Die Austragung der Weltmeisterschaft 2022 im Winter bringt Probleme mit sich. Wie groß diese wirklich sind, lässt sich noch nicht genau sagen. 90minuten.at versucht sich trotzdem an einer Einordnung.

+ + 90minuten.at PLUS - Eine Reportage von Daniel Sauer + +

 

Ganze fünf Jahre nach der Vergabe an das Gastgeberland Katar entschied sich die FIFA im März 2015 für eine Ansetzung der Weltmeisterschaft 2022 im Winter: "Unter dem Vorsitz von FIFA-Präsident Blatter hat das FIFA-Exekutivkomitee heute seine erste Sitzung des Jahres abgehalten. Es wurde beschlossen, die 22. Ausgabe des wichtigsten FIFA-Wettbewerbs im November/Dezember auszutragen – mit dem Finale am 18. Dezember 2022, dem Nationalfeiertag Katars."

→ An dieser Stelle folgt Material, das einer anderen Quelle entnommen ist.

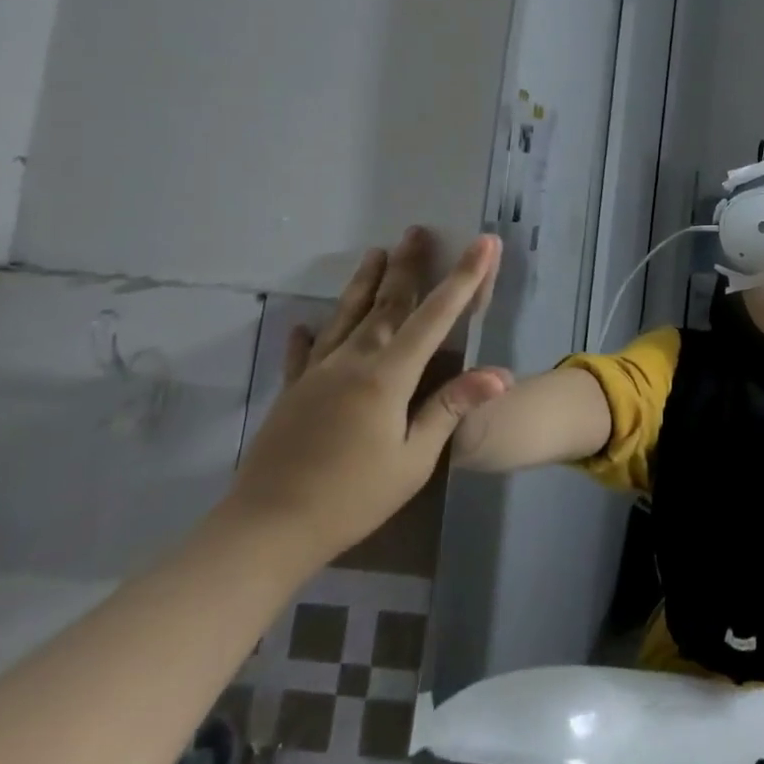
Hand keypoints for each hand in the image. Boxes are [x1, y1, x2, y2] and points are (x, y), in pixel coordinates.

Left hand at [223, 227, 508, 569]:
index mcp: (386, 377)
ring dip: (365, 283)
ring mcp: (316, 375)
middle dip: (408, 266)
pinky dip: (308, 334)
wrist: (264, 532)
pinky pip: (303, 353)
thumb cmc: (350, 498)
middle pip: (387, 304)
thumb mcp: (413, 460)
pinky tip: (303, 322)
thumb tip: (499, 374)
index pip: (434, 317)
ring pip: (346, 316)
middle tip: (417, 231)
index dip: (463, 278)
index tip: (483, 244)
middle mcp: (351, 362)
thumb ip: (449, 409)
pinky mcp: (291, 394)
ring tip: (377, 252)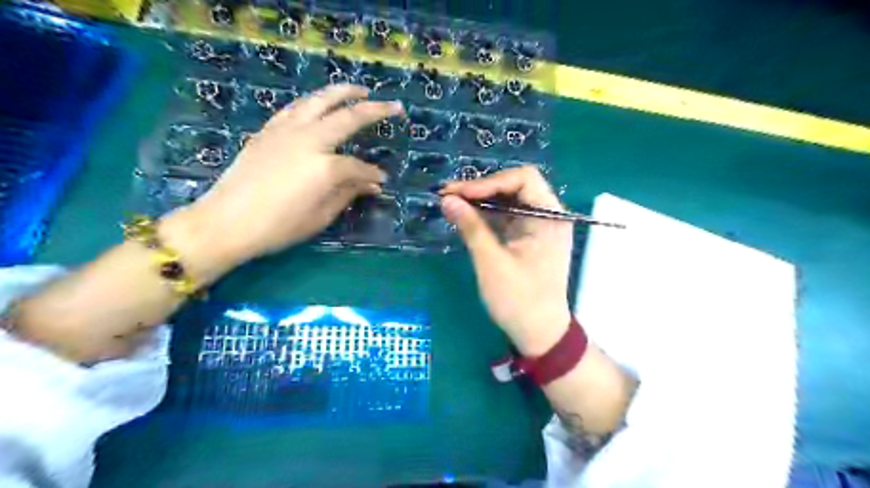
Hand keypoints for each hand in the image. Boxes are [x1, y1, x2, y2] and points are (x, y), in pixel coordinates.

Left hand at [178, 83, 407, 266]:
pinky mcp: (268, 131)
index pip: (358, 166)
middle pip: (347, 117)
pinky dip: (313, 102)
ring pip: (319, 101)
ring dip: (342, 93)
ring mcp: (286, 131)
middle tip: (393, 106)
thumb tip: (371, 184)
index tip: (382, 181)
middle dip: (374, 110)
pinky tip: (319, 103)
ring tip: (359, 90)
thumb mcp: (320, 216)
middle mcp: (308, 140)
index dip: (372, 174)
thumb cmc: (278, 227)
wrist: (226, 222)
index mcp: (325, 167)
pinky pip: (295, 109)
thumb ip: (348, 194)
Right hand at [439, 166, 575, 354]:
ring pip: (509, 201)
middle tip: (449, 196)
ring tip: (451, 204)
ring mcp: (539, 227)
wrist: (539, 333)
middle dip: (482, 189)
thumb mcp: (492, 262)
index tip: (458, 193)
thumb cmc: (519, 300)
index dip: (489, 182)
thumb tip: (447, 199)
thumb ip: (471, 227)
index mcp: (550, 217)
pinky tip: (466, 218)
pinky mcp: (529, 238)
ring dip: (481, 201)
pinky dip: (487, 216)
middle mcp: (549, 216)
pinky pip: (507, 217)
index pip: (523, 179)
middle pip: (516, 186)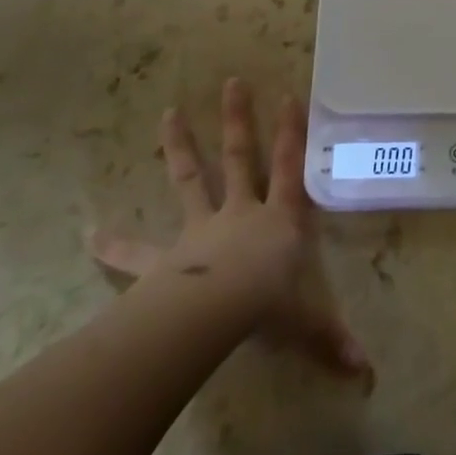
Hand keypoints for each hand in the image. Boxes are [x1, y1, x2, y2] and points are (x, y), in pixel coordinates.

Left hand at [88, 78, 369, 379]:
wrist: (215, 310)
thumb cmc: (267, 305)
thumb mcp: (305, 322)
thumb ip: (330, 340)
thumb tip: (366, 373)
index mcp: (278, 219)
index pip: (291, 167)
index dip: (293, 132)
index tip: (289, 95)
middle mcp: (241, 212)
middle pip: (242, 157)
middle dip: (238, 120)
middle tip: (232, 82)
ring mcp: (200, 229)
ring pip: (191, 178)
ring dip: (180, 146)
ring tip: (168, 113)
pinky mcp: (165, 258)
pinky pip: (137, 252)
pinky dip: (114, 244)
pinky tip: (89, 234)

Dass im selben Statement auch auf ein Arbeiterschutzprogramm und den "Genuss eines nachhaltigen Fürsorgestandards" für alle Arbeitnehmer im Land hingewiesen wird, wirkt nicht erst aus heutiger Sicht zynisch. Temperaturen von bis zu 50 Grad im Sommer hätten eine Austragung der Weltmeisterschaft im Sommer praktisch unmöglich gemacht. Eigens entwickelte Kühlsysteme sollen die Stadien kühlen, auch das zieht berechtigte Kritik nach sich. 

Somit muss also die Notlösung im Winter herhalten. Daraus ergeben sich Fragen: Sind die Spieler durch die frühe Ansetzung in besserer körperlicher Verfassung, als bei den letzten Großereignissen? Welche Auswirkungen hat der veränderte Terminkalender auf die verbleibende Saison nach der WM? Und – dieser Punkt wurde vielen Fans durch Einzelschicksale besonders vor Augen geführt – verpassen mehr Spieler verletzt die Weltmeisterschaft, als zuvor? Welche Folgen – positiv wie negativ – hat die Ansetzung der Weltmeisterschaft mitten in der europäischen Fußballsaison?

 

Viel zu viele Spiele

Das erste Problem, das sich mit Blick auf die Weltmeisterschaft aufdrängt, ist der Terminkalender. Dicht genug wäre er ja eigentlich schon gewesen, wie von allen Seiten regelmäßig angemerkt wird und kurz gesagt wird es in den nächsten Monaten nicht besser. Zwar spielen die Fußballer der fünf größten europäischen Ligen zwischen Anfang September und Ende Dezember in der Saison 2022/23 grundsätzlich weniger Spiele als im Vorjahr, das Programm im Vorfeld der Weltmeisterschaft war dafür noch enger gestrickt als zuvor.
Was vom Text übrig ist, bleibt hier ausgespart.